The world has a story. It begins, “In the beginning God created the heavens and the earth.” From that point we hear how creation came about, the fall of man, and the world’s re-creation that culminates in Christ Jesus and his church. This story is powerful, not in the same way that Harry Potter, Cinderella, or The Lord of the Rings is powerful. They are influential. God’s story is authoritative.

How can a story … how can the gospel story … be authoritative? Because God reveals who he is in the unfolding story of the world in his words and deeds. God makes himself known in what he creates (Psa 19; Rom 1.18ff.) and what he does (for example, delivering the children of Israel from Egypt; Psa 103.7; 106.20-21). God also reveals who he is through the Scriptures, his written word (cf. Psa 19.7ff.). The way God writes the story through his actions tells us who he is, what the world is, and who we are in the world.

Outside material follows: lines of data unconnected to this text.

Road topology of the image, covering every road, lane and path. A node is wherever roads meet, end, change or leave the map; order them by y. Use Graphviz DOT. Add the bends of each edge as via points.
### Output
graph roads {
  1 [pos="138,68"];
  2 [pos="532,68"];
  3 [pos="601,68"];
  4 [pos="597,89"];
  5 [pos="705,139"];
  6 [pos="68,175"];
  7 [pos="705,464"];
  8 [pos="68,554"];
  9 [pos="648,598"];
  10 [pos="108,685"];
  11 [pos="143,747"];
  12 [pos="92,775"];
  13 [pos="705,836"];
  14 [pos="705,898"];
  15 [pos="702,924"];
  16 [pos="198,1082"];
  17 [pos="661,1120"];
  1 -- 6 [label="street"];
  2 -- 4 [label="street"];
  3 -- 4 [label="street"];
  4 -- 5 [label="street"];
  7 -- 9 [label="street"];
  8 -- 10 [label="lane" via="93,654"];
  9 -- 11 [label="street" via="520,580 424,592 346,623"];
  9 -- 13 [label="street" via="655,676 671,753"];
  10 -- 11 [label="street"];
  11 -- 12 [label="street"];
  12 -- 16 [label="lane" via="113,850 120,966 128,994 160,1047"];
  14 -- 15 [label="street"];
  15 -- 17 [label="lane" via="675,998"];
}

His story is the revelation of who he is, and we are created in his image, which means that our lives are to conform to his story.

If Jesus is who the Gospel writers proclaim him to be, the revelation of God himself (cf. John 1.14, 18), that means that everything Jesus did and said is authoritative for our lives. The pattern of his life tells us how we are to relate to God, one another, and the world around us. These are not dry dusty facts on a page. The stories of the Gospels are not husks from which we must extract the kernel of the truth of the gospel. Every healing, every dealing with the scribes and Pharisees, Jesus’ prayers, his frustrations with the disciples, in short, everything becomes authoritative for our lives. The Gospels provide the authoritative pattern for our lives.

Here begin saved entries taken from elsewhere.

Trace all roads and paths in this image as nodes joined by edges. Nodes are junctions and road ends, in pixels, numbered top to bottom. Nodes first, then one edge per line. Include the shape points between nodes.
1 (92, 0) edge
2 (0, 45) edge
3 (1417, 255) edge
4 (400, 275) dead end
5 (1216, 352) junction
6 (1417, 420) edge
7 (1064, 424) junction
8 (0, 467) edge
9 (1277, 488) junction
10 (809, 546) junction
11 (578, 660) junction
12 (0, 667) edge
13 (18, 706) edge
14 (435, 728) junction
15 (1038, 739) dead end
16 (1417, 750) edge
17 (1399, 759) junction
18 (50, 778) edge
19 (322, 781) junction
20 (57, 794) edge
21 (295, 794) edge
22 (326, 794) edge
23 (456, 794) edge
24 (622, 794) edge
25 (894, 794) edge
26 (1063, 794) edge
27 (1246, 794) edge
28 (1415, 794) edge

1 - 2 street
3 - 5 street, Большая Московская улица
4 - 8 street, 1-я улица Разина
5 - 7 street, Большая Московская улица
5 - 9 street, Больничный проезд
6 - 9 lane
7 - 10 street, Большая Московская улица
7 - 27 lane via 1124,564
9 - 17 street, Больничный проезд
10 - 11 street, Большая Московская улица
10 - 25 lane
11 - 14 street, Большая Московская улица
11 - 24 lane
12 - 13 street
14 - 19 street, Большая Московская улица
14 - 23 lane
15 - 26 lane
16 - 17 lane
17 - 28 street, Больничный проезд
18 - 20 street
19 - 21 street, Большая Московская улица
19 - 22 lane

For example, Jesus’ healings are more than a mere demonstration of his power, proof that he is God, or only pointing to the deeper “immaterial” needs that we have in our souls. All of those things may be true, but they are not the entire story. We don’t extract the gospel from these events. All of these events are the gospel: the announcement that the world’s King has come and has been victorious. Jesus’ healings, for instance, tell us that our bodies matter. Therefore, ministering to the whole person in proclamation and care for the body are gospel ministry. One is not a means to the other. The entirety of the care for the person is gospel ministry. God revealed himself in Christ caring for physical bodies. The church’s ministry is to be shaped by that ministry and, therefore, not only have preaching campaigns, but also build hospitals, have homeless shelters, and feed the hungry. This is our mission because the gospel story authoritatively tells us so.

We are shaped by stories. God calls us to be shaped by this story. We call this faith. Faith is submitting to the story of the gospel and having it shape everything about our lives; what we think, how we feel, how we relate, and how we shape our mission in the world.

This story is not for our entertainment or even to be influential. This story has authority over our lives.